The whole gathering seemed like much ado about nothing – a token event designed to stir fears in the West rather than set up an organised group with a focused mission.
Yet that it is what many said when OPEC was first formed in the mid-1960s.
The Organisation of Petroleum Exporting Countries functioned haphazardly for years, before consolidating and showing its strength during the Yom Kippur War of 1973, when Saudi Arabia led an oil embargo on the West, imposed in retaliation for its support for Israel. This caused the oil price to quadruple and created serious shortages.
Fear over a "Gas OPEC" in the West stems largely from the fact that Russia has a record of using its energy exports as a political tool.
It is currently embroiled in a payment dispute with Ukraine, and has warned it will shut off the gas if Kiev fails to pay a bill for $2 billion by Dec 31. Because Ukraine is the conduit for gas supplies to Europe, other countries could be affected if the situation is not resolved.
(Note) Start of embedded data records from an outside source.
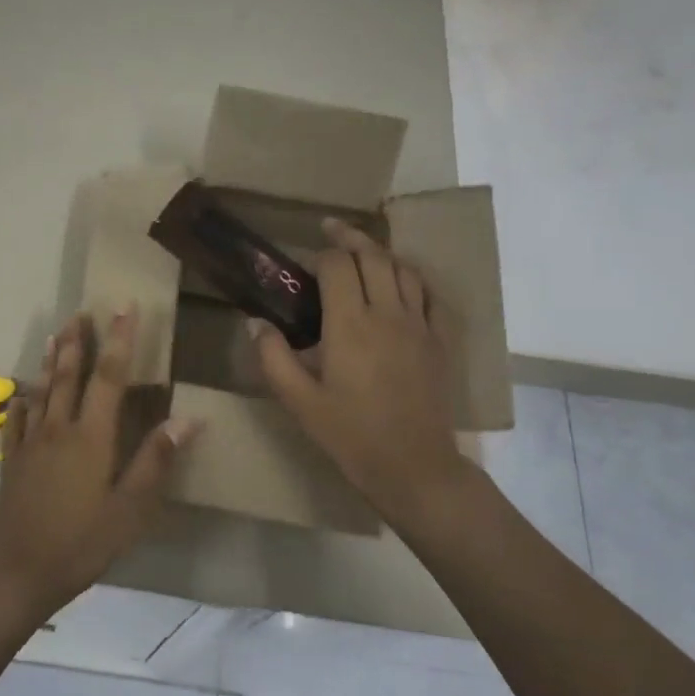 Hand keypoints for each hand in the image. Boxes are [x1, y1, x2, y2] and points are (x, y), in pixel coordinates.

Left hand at [0, 308, 199, 622]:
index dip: (119, 340)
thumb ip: (156, 461)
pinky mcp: (12, 461)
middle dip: (77, 341)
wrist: (18, 571)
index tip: (124, 308)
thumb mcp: (130, 509)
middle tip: (81, 311)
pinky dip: (22, 400)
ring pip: (41, 390)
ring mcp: (30, 443)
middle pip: (68, 374)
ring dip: (49, 360)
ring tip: (54, 335)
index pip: (109, 377)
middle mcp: (58, 429)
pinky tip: (22, 393)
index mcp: (91, 436)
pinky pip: (17, 420)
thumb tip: (187, 418)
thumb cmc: (81, 542)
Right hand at [249, 220, 474, 526]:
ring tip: (363, 251)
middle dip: (351, 237)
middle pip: (373, 256)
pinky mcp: (438, 341)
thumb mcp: (299, 401)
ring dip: (382, 253)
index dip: (321, 254)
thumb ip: (274, 358)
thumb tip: (256, 323)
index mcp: (350, 325)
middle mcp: (387, 314)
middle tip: (331, 230)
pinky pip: (429, 295)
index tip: (307, 258)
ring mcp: (419, 325)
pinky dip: (412, 279)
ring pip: (404, 270)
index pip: (337, 267)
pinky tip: (401, 283)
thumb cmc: (350, 435)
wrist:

This dispute, which has become an annual occurrence, largely comes down to money. But the first such spat came after Ukraine ushered in a Western-leaning government during the Orange Revolution in 2004. Gazprom, Russia's state energy giant, sharply raised the price of its gas exports to Ukraine. Kiev was unable to pay and supplies were promptly cut off in midwinter, a step that also reduced the flow of gas to Europe, most of which travels through pipelines that cross Ukraine.
No-one is quite certain what happened earlier this year, when Russian oil supplies to the Czech Republic suddenly dropped the day after Prague agreed to host a radar station as part of America's missile defence programme. Russia cited technical reasons. The Czech government was not so sure.
Now that oil prices have dropped below $50 a barrel, from a peak of $147 in mid-July, and gas prices have been brought down accordingly, producers have an interest in acting together, said Jonathan Stern, the head of gas research at the Oxford Institute for Energy Studies.
If the price falls even further, he said the "operating costs of these countries start to be threatened, and we would start to hear some people saying the current pricing mechanism is not appropriate".
Mr Putin himself warned at the Moscow meeting that the world would not enjoy cheap gas for much longer. But the use of LNG – of the kind that will be produced at Sakhalin-2 – will make a gas cartel most feasible.
So far, LNG production only makes up around 10 per cent of the world's gas supply, mainly in Asia, but also in North America, Britain and Spain. When Sakhalin-2 is up and running, that proportion will immediately rise to 16 per cent.
Many wondered what exactly was at stake in 2006, when Sakhalin-2 operator RoyalDutch Shell became the target of a state campaign accusing the project of massive environmental violations. At the time, the project was the only major one in Russia not to include a local partner. The environmental allegations disappeared once Gazprom bought a majority stake in December 2006.
Many thought it was just another case of resource nationalism, as the oil price continued its climb to record highs. But the Kremlin will also have registered the strategic importance of LNG.